Stateline Story

Stimulus Question Looms: What Next?

  • September 25, 2009
  • By David Harrison

With roughly half of the economic stimulus money already obligated, federal officials are turning their attention to helping states fund vital services such as education and health care when the one-time aid runs out, a top Obama administration said Friday (Sept. 25).

Edward DeSeve, President Obama's special adviser on the recovery, declined to offer specifics on how Washington would help statehouses after the stimulus ends, including whether there would be another fiscal aid package for states. But he suggested that the fiscal relationship between the states and the federal government could change after the worst downturn since the Great Depression.

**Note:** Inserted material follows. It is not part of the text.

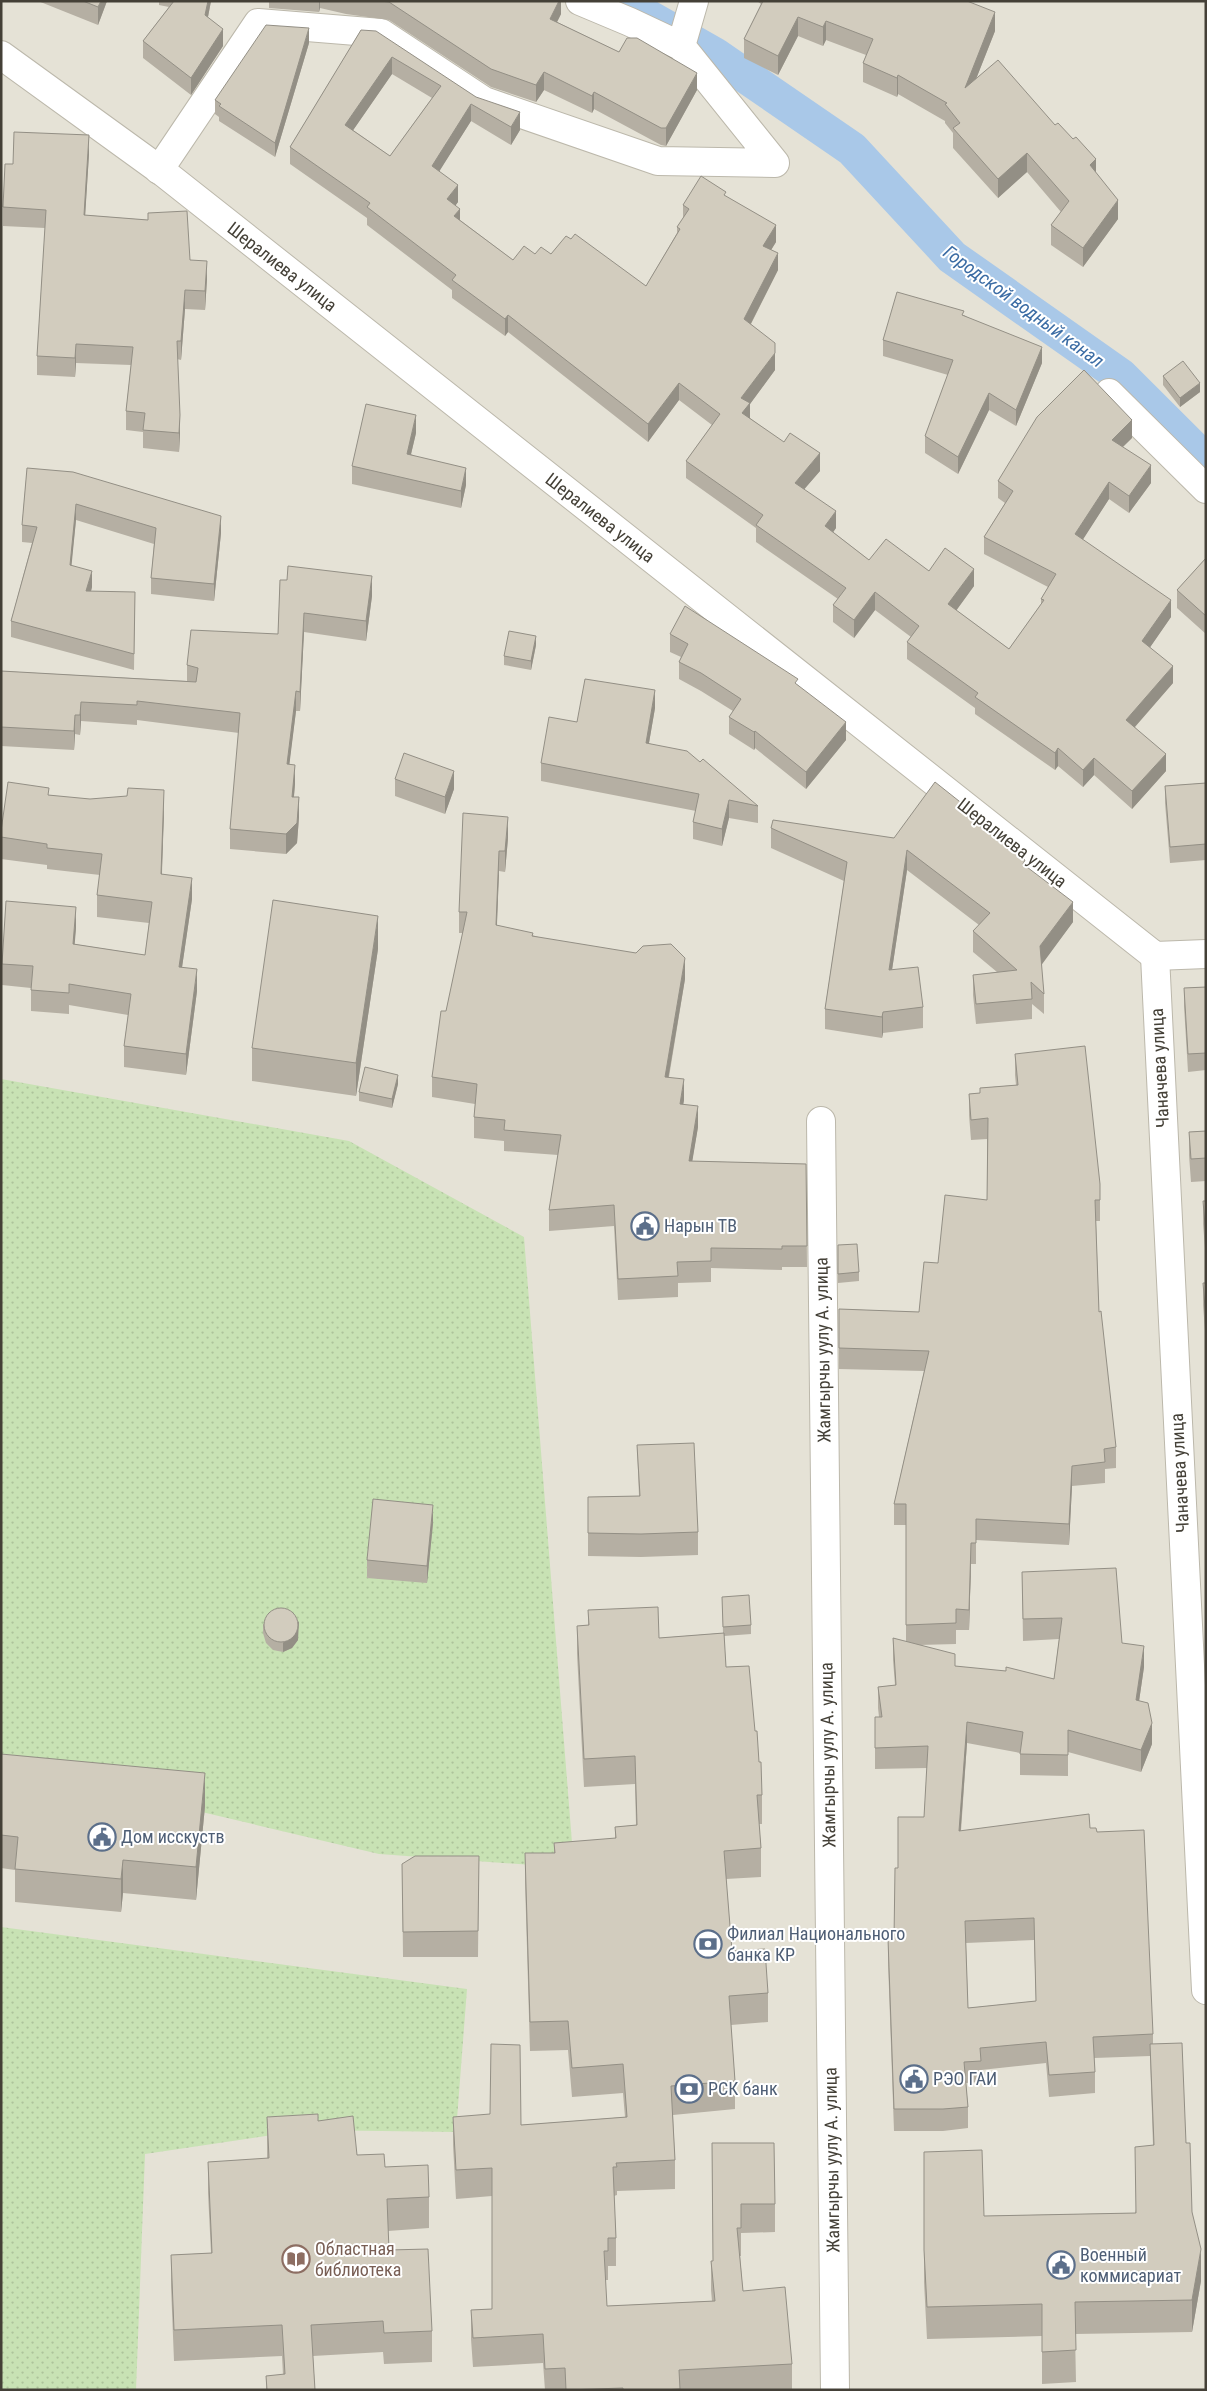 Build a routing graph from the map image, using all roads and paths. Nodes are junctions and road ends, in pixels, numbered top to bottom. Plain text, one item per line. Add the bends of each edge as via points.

"At some point during the next two years, Congress is going to be faced with the need to rationalize the relationship between these spending accounts that they've given the states and the money they've appropriated to the states during this period and the great needs that the states have in their economies," he said at a State Economic and Fiscal Forum for reporters co-sponsored by Capitolbeat and the Pew Center on the States , of which Stateline.org is a part. "Do we have the right fiscal balance between the states and the federal government?"

Seven months after Congress approved the $787 billion American Recovery and Reinvestment Act, the government has spending plans in place for states of about $247 billion, or roughly half of the total amount in the act not specifically designated as tax relief, DeSeve said. More money will make its way to the states over the next year to 18 months.

Still unknown, however, is how fast state budgets will recover. Job growth could pick up in 18 months, or it could take as long as 32 months, he warned. If states bounce back quickly, "the need for additional state fiscal relief is much, much less," he said.

If it takes longer for states to recover, tax revenues could still be depressed by the time the federal infusion of cash dries up, putting state finances on shaky ground.

In that case, DeSeve said, "We want to have a conversation about the solutions at the right time."

"Right now we don't have any forward-looking policies," he said. "No one has announced a second stimulus."